Reject statements are typically embedded in a conditional statement in order to detect variables in illegal states. For example, the following code handles the case where a variable x
’s value is negative.
if (x < 0)
reject("x must not be negative; found x=", x);
Behavior of Reject Statements
Reject statements have the same behavior as exceptions thrown by built-in Stan functions. For example, the normal_lpdf
function raises an exception if the input scale is not positive and finite. The effect of a reject statement depends on the program block in which the rejection occurs.

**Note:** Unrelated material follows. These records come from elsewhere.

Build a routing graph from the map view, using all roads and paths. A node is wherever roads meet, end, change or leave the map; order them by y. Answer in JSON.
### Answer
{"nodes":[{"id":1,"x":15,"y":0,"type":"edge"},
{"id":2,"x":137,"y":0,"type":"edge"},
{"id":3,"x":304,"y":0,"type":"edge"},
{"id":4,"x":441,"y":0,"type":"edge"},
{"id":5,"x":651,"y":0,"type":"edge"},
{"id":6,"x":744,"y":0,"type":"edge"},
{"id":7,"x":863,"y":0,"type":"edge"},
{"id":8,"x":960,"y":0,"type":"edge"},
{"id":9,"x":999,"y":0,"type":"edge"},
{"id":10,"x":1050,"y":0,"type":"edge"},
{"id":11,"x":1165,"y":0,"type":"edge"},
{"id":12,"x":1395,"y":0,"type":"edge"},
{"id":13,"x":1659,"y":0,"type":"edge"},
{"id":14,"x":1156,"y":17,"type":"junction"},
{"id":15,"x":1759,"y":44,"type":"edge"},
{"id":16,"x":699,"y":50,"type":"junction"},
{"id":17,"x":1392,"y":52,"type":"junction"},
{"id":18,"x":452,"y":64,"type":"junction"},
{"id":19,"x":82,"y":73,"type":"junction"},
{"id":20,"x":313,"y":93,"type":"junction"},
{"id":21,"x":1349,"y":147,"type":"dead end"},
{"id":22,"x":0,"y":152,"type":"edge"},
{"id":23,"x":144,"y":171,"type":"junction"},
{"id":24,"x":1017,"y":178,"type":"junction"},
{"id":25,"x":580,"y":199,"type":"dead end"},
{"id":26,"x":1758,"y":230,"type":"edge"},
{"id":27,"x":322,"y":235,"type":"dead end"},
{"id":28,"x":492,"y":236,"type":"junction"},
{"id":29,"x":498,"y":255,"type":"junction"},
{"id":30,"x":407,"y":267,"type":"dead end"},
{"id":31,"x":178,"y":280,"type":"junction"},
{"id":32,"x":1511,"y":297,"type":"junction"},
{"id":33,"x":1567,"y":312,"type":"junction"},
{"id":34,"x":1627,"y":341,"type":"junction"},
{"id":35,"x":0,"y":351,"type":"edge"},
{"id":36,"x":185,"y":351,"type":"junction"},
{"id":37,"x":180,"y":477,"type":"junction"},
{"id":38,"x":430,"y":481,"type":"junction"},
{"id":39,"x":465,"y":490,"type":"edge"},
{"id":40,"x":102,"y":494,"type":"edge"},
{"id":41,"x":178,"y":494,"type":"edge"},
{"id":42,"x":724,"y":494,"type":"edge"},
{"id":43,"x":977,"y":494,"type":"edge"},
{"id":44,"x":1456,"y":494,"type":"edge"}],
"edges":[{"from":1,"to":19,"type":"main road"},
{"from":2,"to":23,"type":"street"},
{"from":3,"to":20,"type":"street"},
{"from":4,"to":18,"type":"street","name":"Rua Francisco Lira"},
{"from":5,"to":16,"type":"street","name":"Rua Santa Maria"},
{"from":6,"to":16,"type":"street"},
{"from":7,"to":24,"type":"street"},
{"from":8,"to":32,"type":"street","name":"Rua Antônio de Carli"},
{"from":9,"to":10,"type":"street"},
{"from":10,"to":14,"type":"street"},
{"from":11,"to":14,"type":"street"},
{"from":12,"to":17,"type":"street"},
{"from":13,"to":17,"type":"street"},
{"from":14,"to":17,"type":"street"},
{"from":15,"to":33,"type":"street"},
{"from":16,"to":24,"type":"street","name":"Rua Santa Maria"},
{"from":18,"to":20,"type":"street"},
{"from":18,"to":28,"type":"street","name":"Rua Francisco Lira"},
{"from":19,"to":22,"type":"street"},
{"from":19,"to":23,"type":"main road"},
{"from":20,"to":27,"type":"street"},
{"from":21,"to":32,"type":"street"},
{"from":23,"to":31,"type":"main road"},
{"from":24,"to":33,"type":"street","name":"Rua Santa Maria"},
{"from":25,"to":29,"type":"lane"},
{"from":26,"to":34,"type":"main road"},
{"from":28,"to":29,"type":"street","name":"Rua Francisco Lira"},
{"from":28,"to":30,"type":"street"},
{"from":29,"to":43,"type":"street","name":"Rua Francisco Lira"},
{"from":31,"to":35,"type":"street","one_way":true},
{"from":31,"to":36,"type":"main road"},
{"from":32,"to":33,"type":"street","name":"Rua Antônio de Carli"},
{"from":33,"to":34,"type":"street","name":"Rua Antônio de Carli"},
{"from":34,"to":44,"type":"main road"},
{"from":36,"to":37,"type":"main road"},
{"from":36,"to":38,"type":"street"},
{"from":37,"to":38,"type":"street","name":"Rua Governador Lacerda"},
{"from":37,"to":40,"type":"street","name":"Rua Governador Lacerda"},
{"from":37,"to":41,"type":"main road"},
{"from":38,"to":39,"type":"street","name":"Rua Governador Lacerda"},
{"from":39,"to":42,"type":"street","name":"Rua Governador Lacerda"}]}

In all cases of rejection, the interface accessing the Stan program should print the arguments to the reject statement.
Rejections in Functions
Rejections in user-defined functions are just passed to the calling function or program block. Reject statements can be used in functions to validate the function arguments, allowing user-defined functions to fully emulate built-in function behavior. It is better to find out earlier rather than later when there is a problem.
Fatal Exception Contexts
In both the transformed data block and generated quantities block, rejections are fatal. This is because if initialization fails or if generating output fails, there is no way to recover values.
Reject statements placed in the transformed data block can be used to validate both the data and transformed data (if any). This allows more complicated constraints to be enforced that can be specified with Stan’s constrained variable declarations.
Recoverable Rejection Contexts
Rejections in the transformed parameters and model blocks are not in and of themselves instantly fatal. The result has the same effect as assigning a \(-\infty\) log probability, which causes rejection of the current proposal in MCMC samplers and adjustment of search parameters in optimization.
If the log probability function results in a rejection every time it is called, the containing application (MCMC sampler or optimization) should diagnose this problem and terminate with an appropriate error message. To aid in diagnosing problems, the message for each reject statement will be printed as a result of executing it.
Rejection is not for Constraints
Rejection should be used for error handling, not defining arbitrary constraints. Consider the following errorful Stan program.
parameters {
real a;
real<lower=a> b;
real<lower=a, upper=b> theta;
...
model {
// **wrong** needs explicit truncation
theta ~ normal(0, 1);
...
This program is wrong because its truncation bounds on theta
depend on parameters, and thus need to be accounted for using an explicit truncation on the distribution. This is the right way to do it.
theta ~ normal(0, 1) T[a, b];
The conceptual issue is that the prior does not integrate to one over the admissible parameter space; it integrates to one over all real numbers and integrates to something less than one over \([a ,b]\); in these simple univariate cases, we can overcome that with the T[ , ]
notation, which essentially divides by whatever the prior integrates to over \([a, b]\).
This problem is exactly the same problem as you would get using reject statements to enforce complicated inequalities on multivariate functions. In this case, it is wrong to try to deal with truncation through constraints.
if (theta < a || theta > b)
reject("theta not in (a, b)");
// still **wrong**, needs T[a,b]
theta ~ normal(0, 1);
In this case, the prior integrates to something less than one over the region of the parameter space where the complicated inequalities are satisfied. But we don’t generally know what value the prior integrates to, so we can’t increment the log probability function to compensate.
Even if this adjustment to a proper probability model may seem minor in particular models where the amount of truncated posterior density is negligible or constant, we can’t sample from that truncated posterior efficiently. Programs need to use one-to-one mappings that guarantee the constraints are satisfied and only use reject statements to raise errors or help with debugging.